Das Kind, umgeben von Blumen und Wind, verkörpert die Natur selbst oder eine göttliche Manifestation des Fruchtbarkeitsgedankens. Seine Unberührbarkeit und die Unfähigkeit, es zu bewegen, symbolisieren die Unantastbarkeit und die spirituelle Qualität der Natur. Die Tatsache, dass weder Ritter noch Knecht, Schäfer oder Bauer das Kind heben können, deutet darauf hin, dass man die Segnungen der Natur nicht durch physische Kraft oder gesellschaftliche Hierarchie erlangen kann. Es ist vielmehr eine innere Haltung der Dankbarkeit und des Respekts erforderlich.

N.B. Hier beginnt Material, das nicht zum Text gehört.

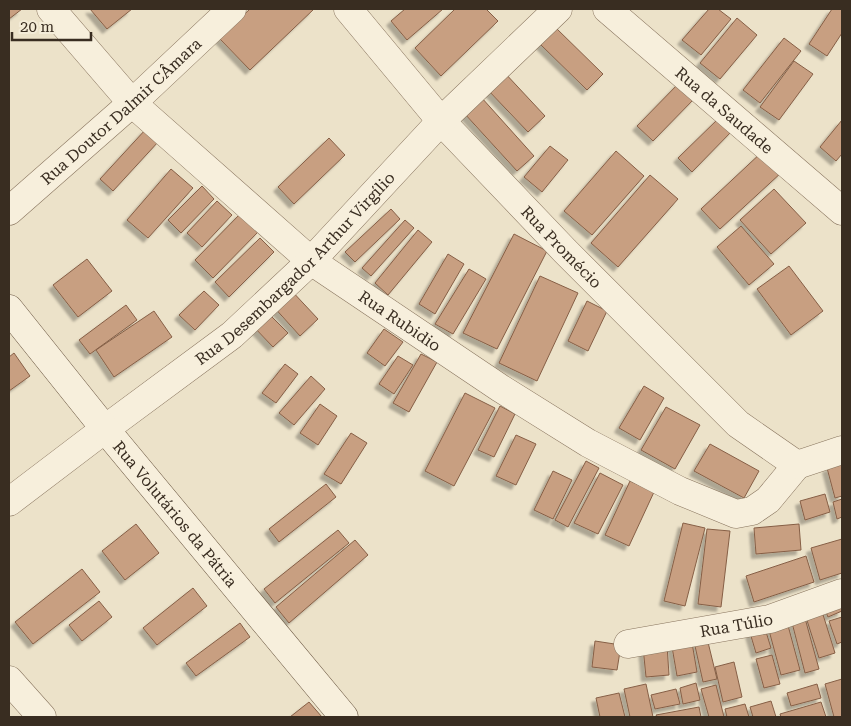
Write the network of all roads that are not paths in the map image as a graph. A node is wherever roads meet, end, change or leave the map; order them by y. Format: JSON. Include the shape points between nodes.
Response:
{"nodes":[{"id":1,"x":51,"y":9,"type":"edge"},
{"id":2,"x":232,"y":9,"type":"edge"},
{"id":3,"x":348,"y":9,"type":"edge"},
{"id":4,"x":558,"y":9,"type":"edge"},
{"id":5,"x":607,"y":9,"type":"edge"},
{"id":6,"x":132,"y":103,"type":"junction"},
{"id":7,"x":441,"y":121,"type":"junction"},
{"id":8,"x":9,"y":211,"type":"edge"},
{"id":9,"x":842,"y":211,"type":"edge"},
{"id":10,"x":311,"y":261,"type":"junction"},
{"id":11,"x":9,"y":309,"type":"edge"},
{"id":12,"x":105,"y":428,"type":"junction"},
{"id":13,"x":842,"y":450,"type":"edge"},
{"id":14,"x":797,"y":464,"type":"junction"},
{"id":15,"x":9,"y":502,"type":"edge"},
{"id":16,"x":842,"y":593,"type":"edge"},
{"id":17,"x":628,"y":644,"type":"dead end"},
{"id":18,"x":9,"y":680,"type":"edge"},
{"id":19,"x":42,"y":717,"type":"edge"},
{"id":20,"x":344,"y":717,"type":"edge"}],
"edges":[{"from":1,"to":6,"type":"street","name":"Rua Rubidio"},
{"from":2,"to":6,"type":"street","name":"Rua Doutor Dalmir CÂmara"},
{"from":3,"to":7,"type":"street","name":"Rua Promécio"},
{"from":4,"to":7,"type":"street","name":"Rua Desembargador Arthur Virgílio"},
{"from":5,"to":9,"type":"street","name":"Rua da Saudade"},
{"from":6,"to":8,"type":"street","name":"Rua Doutor Dalmir CÂmara"},
{"from":6,"to":10,"type":"street","name":"Rua Rubidio"},
{"from":7,"to":10,"type":"street","name":"Rua Desembargador Arthur Virgílio"},
{"from":7,"to":14,"type":"street","name":"Rua Promécio","via":[[738,424]]},
{"from":10,"to":12,"type":"street","name":"Rua Desembargador Arthur Virgílio","via":[[232,335]]},
{"from":10,"to":14,"type":"street","name":"Rua Rubidio","via":[[588,444],[688,494],[736,514],[752,511],[768,500]]},
{"from":11,"to":12,"type":"street","name":"Rua Volutários da Pátria"},
{"from":12,"to":15,"type":"street","name":"Rua Desembargador Arthur Virgílio"},
{"from":12,"to":20,"type":"street","name":"Rua Volutários da Pátria"},
{"from":13,"to":14,"type":"street"},
{"from":16,"to":17,"type":"street","name":"Rua Túlio","via":[[770,619]]},
{"from":18,"to":19,"type":"street"}]}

Die Worte des Kindes, das einen Segen für ein fruchtbares Jahr verheißt, enthüllen die eigentliche Botschaft des Gedichts. Das Kind verspricht eine reichliche Ernte, überschwänglichen Reichtum und Fülle, wenn man es in Frieden lässt und seinen natürlichen Lauf respektiert. Dies unterstreicht die Idee, dass wahre Ernte und Wohlstand aus der Harmonie mit der Natur und einer Haltung der Dankbarkeit für ihre Gaben resultieren. Das Verschwinden des Kindes nach seiner Botschaft verdeutlicht, dass die wahre Essenz des Wunders nicht in seiner physischen Präsenz liegt, sondern in den versprochenen Segnungen und der zugrunde liegenden Botschaft.
Das Gedicht ist in einer einfachen, volkstümlichen Sprache verfasst, die zur direkten Ansprache der Leser dient. Die wiederholten Fragen und die kollektive Reaktion auf das Wunder erzeugen eine Atmosphäre der Ehrfurcht und des Staunens. Kopisch nutzt die Bilder des Kornfeldes, der Blumen, des Windes und der Fruchtbarkeit, um eine lebendige und anschauliche Szene zu kreieren, die die Leser in die allegorische Welt eintauchen lässt. Die Botschaft des Gedichts ist zeitlos und universell gültig: Wahre Fülle und Glück kommen nicht von äußerlicher Kraft oder materiellem Reichtum, sondern aus dem Respekt vor der Natur und einer dankbaren Haltung.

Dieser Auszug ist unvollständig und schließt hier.